*WHAT YOU ARE ASKED TO DO:* From the first line to the last, output the records exactly and drop any images.

*SUPPLIED RECORDS:*
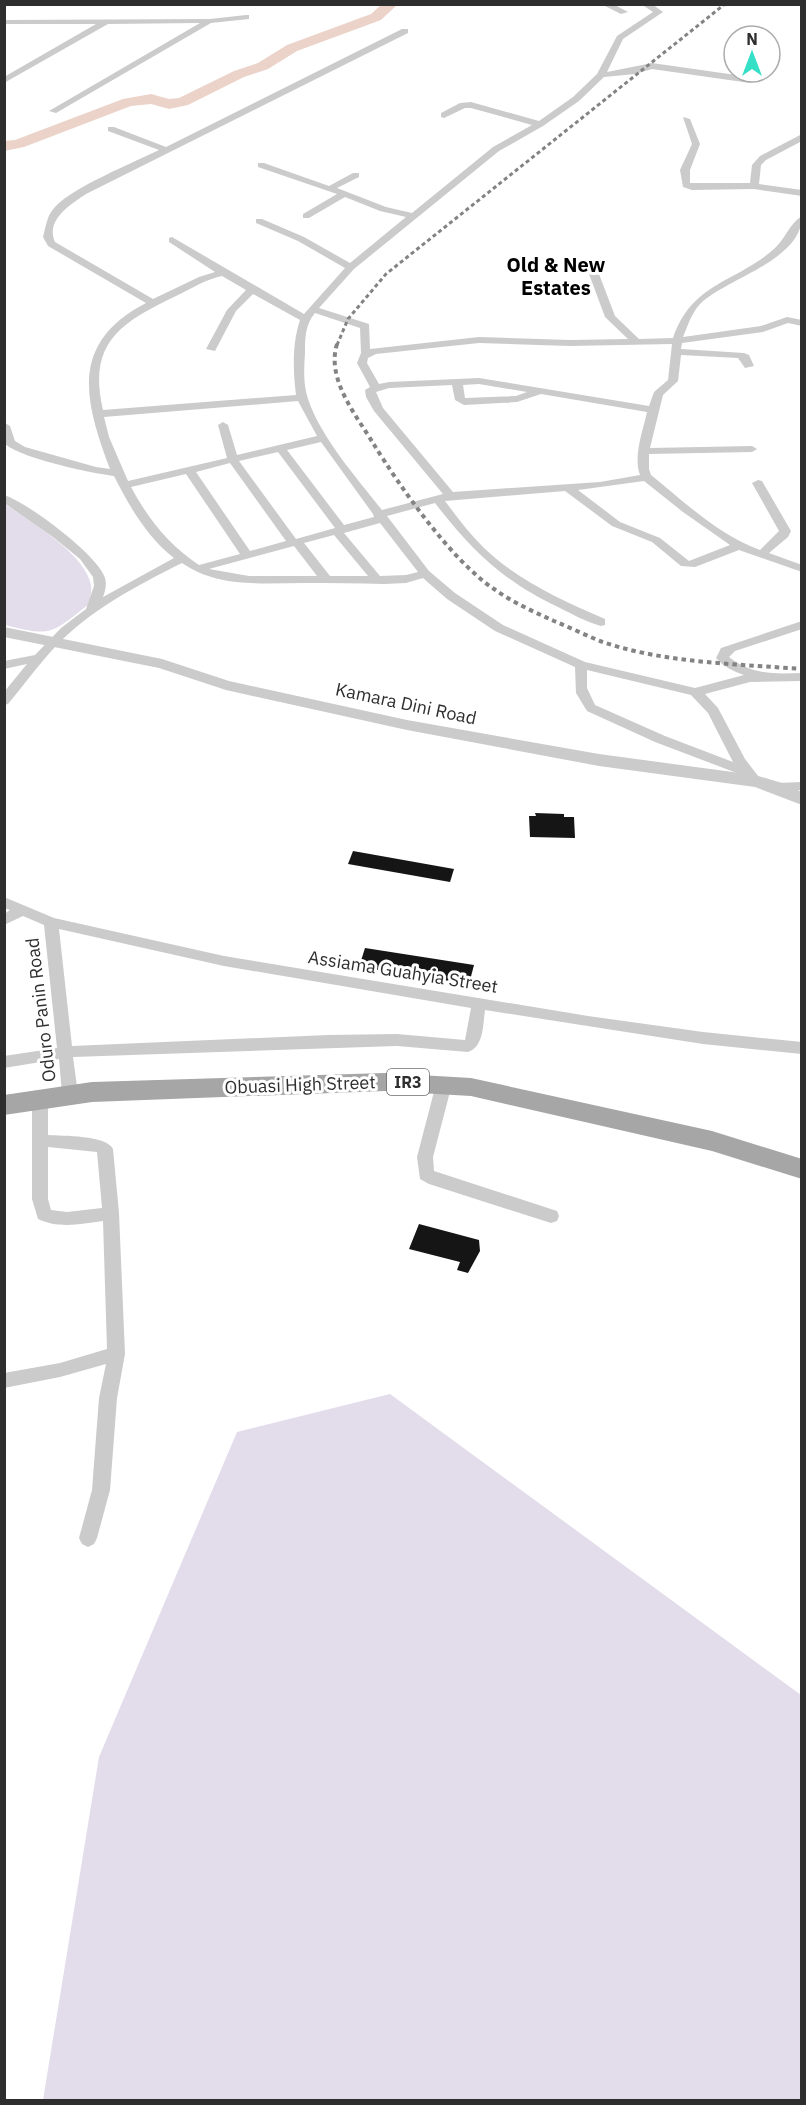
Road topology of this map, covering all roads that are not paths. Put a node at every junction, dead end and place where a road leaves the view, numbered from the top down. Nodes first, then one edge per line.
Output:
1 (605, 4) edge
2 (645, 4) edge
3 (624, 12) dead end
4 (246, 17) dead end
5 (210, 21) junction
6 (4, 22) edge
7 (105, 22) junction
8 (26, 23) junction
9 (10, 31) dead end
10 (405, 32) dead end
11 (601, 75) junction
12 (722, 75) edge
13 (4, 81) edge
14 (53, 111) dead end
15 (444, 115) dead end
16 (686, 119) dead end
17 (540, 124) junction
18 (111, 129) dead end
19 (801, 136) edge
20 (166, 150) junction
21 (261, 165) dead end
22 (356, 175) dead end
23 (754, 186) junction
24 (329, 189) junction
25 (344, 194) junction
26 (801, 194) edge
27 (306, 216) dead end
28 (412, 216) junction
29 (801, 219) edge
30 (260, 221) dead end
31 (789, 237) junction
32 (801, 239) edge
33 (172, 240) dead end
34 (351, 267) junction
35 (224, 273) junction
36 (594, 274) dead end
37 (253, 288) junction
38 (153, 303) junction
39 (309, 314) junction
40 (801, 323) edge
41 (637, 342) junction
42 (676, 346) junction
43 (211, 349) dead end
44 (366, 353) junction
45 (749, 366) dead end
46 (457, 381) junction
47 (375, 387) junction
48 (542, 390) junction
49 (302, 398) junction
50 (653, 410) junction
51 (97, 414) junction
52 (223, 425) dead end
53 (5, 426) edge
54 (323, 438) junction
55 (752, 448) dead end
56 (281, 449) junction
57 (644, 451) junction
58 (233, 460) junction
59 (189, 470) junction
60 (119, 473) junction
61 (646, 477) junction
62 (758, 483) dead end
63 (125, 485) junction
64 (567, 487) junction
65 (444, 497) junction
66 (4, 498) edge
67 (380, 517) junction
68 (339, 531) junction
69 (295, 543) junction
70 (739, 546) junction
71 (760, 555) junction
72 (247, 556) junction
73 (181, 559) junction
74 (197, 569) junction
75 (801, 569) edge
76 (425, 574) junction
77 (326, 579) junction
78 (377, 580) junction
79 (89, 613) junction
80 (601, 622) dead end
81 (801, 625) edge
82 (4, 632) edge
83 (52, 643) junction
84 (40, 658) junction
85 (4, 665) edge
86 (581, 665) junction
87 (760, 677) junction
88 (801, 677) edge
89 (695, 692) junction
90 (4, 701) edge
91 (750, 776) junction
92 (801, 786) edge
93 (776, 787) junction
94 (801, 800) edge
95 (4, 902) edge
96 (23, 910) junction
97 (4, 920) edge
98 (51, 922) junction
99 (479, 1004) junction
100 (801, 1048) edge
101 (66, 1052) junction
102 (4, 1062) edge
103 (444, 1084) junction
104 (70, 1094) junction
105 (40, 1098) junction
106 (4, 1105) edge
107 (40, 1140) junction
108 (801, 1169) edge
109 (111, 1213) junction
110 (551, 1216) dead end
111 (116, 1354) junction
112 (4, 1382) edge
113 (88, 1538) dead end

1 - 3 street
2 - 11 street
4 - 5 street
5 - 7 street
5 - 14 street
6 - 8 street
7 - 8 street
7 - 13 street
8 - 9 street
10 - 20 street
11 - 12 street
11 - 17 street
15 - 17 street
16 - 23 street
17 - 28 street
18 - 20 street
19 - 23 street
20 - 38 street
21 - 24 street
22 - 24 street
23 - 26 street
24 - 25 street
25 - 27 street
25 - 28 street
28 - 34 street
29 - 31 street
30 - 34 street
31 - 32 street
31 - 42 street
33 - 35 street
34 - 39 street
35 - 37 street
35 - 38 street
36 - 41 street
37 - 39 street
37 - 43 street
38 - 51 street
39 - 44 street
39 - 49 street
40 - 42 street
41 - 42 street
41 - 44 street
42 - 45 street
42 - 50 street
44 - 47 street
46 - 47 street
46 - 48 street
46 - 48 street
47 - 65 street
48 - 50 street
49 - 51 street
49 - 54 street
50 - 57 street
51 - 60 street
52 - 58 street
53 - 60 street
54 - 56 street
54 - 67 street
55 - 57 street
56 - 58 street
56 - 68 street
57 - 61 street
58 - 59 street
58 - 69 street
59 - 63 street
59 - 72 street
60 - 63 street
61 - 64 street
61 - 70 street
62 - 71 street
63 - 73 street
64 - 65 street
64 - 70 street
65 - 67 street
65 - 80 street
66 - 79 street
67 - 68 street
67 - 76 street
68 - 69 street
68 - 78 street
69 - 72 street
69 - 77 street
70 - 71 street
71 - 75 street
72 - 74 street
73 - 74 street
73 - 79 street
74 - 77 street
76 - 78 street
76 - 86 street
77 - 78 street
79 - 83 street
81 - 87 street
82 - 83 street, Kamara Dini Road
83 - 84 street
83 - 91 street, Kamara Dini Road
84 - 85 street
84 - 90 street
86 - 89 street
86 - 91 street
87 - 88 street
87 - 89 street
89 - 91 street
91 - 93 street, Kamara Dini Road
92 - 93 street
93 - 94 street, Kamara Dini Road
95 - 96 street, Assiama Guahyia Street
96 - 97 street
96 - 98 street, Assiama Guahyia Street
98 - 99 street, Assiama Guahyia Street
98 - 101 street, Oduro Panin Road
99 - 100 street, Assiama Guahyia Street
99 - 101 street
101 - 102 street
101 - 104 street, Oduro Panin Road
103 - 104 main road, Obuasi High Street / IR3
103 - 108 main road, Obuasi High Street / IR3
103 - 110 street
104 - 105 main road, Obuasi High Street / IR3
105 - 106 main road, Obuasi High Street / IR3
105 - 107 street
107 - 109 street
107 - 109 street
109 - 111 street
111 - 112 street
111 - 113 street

*COMPLETED TASK:*
Road topology of this map, covering all roads that are not paths. Put a node at every junction, dead end and place where a road leaves the view, numbered from the top down. Nodes first, then one edge per line.
Output:
1 (605, 4) edge
2 (645, 4) edge
3 (624, 12) dead end
4 (246, 17) dead end
5 (210, 21) junction
6 (4, 22) edge
7 (105, 22) junction
8 (26, 23) junction
9 (10, 31) dead end
10 (405, 32) dead end
11 (601, 75) junction
12 (722, 75) edge
13 (4, 81) edge
14 (53, 111) dead end
15 (444, 115) dead end
16 (686, 119) dead end
17 (540, 124) junction
18 (111, 129) dead end
19 (801, 136) edge
20 (166, 150) junction
21 (261, 165) dead end
22 (356, 175) dead end
23 (754, 186) junction
24 (329, 189) junction
25 (344, 194) junction
26 (801, 194) edge
27 (306, 216) dead end
28 (412, 216) junction
29 (801, 219) edge
30 (260, 221) dead end
31 (789, 237) junction
32 (801, 239) edge
33 (172, 240) dead end
34 (351, 267) junction
35 (224, 273) junction
36 (594, 274) dead end
37 (253, 288) junction
38 (153, 303) junction
39 (309, 314) junction
40 (801, 323) edge
41 (637, 342) junction
42 (676, 346) junction
43 (211, 349) dead end
44 (366, 353) junction
45 (749, 366) dead end
46 (457, 381) junction
47 (375, 387) junction
48 (542, 390) junction
49 (302, 398) junction
50 (653, 410) junction
51 (97, 414) junction
52 (223, 425) dead end
53 (5, 426) edge
54 (323, 438) junction
55 (752, 448) dead end
56 (281, 449) junction
57 (644, 451) junction
58 (233, 460) junction
59 (189, 470) junction
60 (119, 473) junction
61 (646, 477) junction
62 (758, 483) dead end
63 (125, 485) junction
64 (567, 487) junction
65 (444, 497) junction
66 (4, 498) edge
67 (380, 517) junction
68 (339, 531) junction
69 (295, 543) junction
70 (739, 546) junction
71 (760, 555) junction
72 (247, 556) junction
73 (181, 559) junction
74 (197, 569) junction
75 (801, 569) edge
76 (425, 574) junction
77 (326, 579) junction
78 (377, 580) junction
79 (89, 613) junction
80 (601, 622) dead end
81 (801, 625) edge
82 (4, 632) edge
83 (52, 643) junction
84 (40, 658) junction
85 (4, 665) edge
86 (581, 665) junction
87 (760, 677) junction
88 (801, 677) edge
89 (695, 692) junction
90 (4, 701) edge
91 (750, 776) junction
92 (801, 786) edge
93 (776, 787) junction
94 (801, 800) edge
95 (4, 902) edge
96 (23, 910) junction
97 (4, 920) edge
98 (51, 922) junction
99 (479, 1004) junction
100 (801, 1048) edge
101 (66, 1052) junction
102 (4, 1062) edge
103 (444, 1084) junction
104 (70, 1094) junction
105 (40, 1098) junction
106 (4, 1105) edge
107 (40, 1140) junction
108 (801, 1169) edge
109 (111, 1213) junction
110 (551, 1216) dead end
111 (116, 1354) junction
112 (4, 1382) edge
113 (88, 1538) dead end

1 - 3 street
2 - 11 street
4 - 5 street
5 - 7 street
5 - 14 street
6 - 8 street
7 - 8 street
7 - 13 street
8 - 9 street
10 - 20 street
11 - 12 street
11 - 17 street
15 - 17 street
16 - 23 street
17 - 28 street
18 - 20 street
19 - 23 street
20 - 38 street
21 - 24 street
22 - 24 street
23 - 26 street
24 - 25 street
25 - 27 street
25 - 28 street
28 - 34 street
29 - 31 street
30 - 34 street
31 - 32 street
31 - 42 street
33 - 35 street
34 - 39 street
35 - 37 street
35 - 38 street
36 - 41 street
37 - 39 street
37 - 43 street
38 - 51 street
39 - 44 street
39 - 49 street
40 - 42 street
41 - 42 street
41 - 44 street
42 - 45 street
42 - 50 street
44 - 47 street
46 - 47 street
46 - 48 street
46 - 48 street
47 - 65 street
48 - 50 street
49 - 51 street
49 - 54 street
50 - 57 street
51 - 60 street
52 - 58 street
53 - 60 street
54 - 56 street
54 - 67 street
55 - 57 street
56 - 58 street
56 - 68 street
57 - 61 street
58 - 59 street
58 - 69 street
59 - 63 street
59 - 72 street
60 - 63 street
61 - 64 street
61 - 70 street
62 - 71 street
63 - 73 street
64 - 65 street
64 - 70 street
65 - 67 street
65 - 80 street
66 - 79 street
67 - 68 street
67 - 76 street
68 - 69 street
68 - 78 street
69 - 72 street
69 - 77 street
70 - 71 street
71 - 75 street
72 - 74 street
73 - 74 street
73 - 79 street
74 - 77 street
76 - 78 street
76 - 86 street
77 - 78 street
79 - 83 street
81 - 87 street
82 - 83 street, Kamara Dini Road
83 - 84 street
83 - 91 street, Kamara Dini Road
84 - 85 street
84 - 90 street
86 - 89 street
86 - 91 street
87 - 88 street
87 - 89 street
89 - 91 street
91 - 93 street, Kamara Dini Road
92 - 93 street
93 - 94 street, Kamara Dini Road
95 - 96 street, Assiama Guahyia Street
96 - 97 street
96 - 98 street, Assiama Guahyia Street
98 - 99 street, Assiama Guahyia Street
98 - 101 street, Oduro Panin Road
99 - 100 street, Assiama Guahyia Street
99 - 101 street
101 - 102 street
101 - 104 street, Oduro Panin Road
103 - 104 main road, Obuasi High Street / IR3
103 - 108 main road, Obuasi High Street / IR3
103 - 110 street
104 - 105 main road, Obuasi High Street / IR3
105 - 106 main road, Obuasi High Street / IR3
105 - 107 street
107 - 109 street
107 - 109 street
109 - 111 street
111 - 112 street
111 - 113 street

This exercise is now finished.